→ **Dataset items**

↓

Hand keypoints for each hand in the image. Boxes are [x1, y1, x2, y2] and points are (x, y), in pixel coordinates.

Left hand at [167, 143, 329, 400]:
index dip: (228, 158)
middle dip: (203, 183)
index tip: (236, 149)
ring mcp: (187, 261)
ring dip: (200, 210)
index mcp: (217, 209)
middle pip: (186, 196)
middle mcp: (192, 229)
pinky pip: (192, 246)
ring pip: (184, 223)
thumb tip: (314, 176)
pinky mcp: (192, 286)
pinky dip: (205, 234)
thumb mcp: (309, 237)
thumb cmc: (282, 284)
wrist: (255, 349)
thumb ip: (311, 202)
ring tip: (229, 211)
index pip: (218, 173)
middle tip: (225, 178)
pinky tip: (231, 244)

↑

→ **YOUR INSTRUCTIONS**
Give back every line of the data exactly as it was written.

→ **ANSWER TO THE PROBLEM**
Hand keypoints for each hand in the image. Boxes are [x1, y1, x2, y2] and points are (x, y), in pixel coordinates.

Left hand at [167, 143, 329, 400]:
index dip: (228, 158)
middle dip: (203, 183)
index tip: (236, 149)
ring mcp: (187, 261)
ring dip: (200, 210)
index mcp: (217, 209)
middle pip: (186, 196)
middle mcp: (192, 229)
pinky pip: (192, 246)
ring pip: (184, 223)
thumb tip: (314, 176)
pinky mcp: (192, 286)
pinky dip: (205, 234)
thumb mcp: (309, 237)
thumb cmc: (282, 284)
wrist: (255, 349)
thumb ip: (311, 202)
ring tip: (229, 211)
index pip: (218, 173)
middle tip: (225, 178)
pinky tip: (231, 244)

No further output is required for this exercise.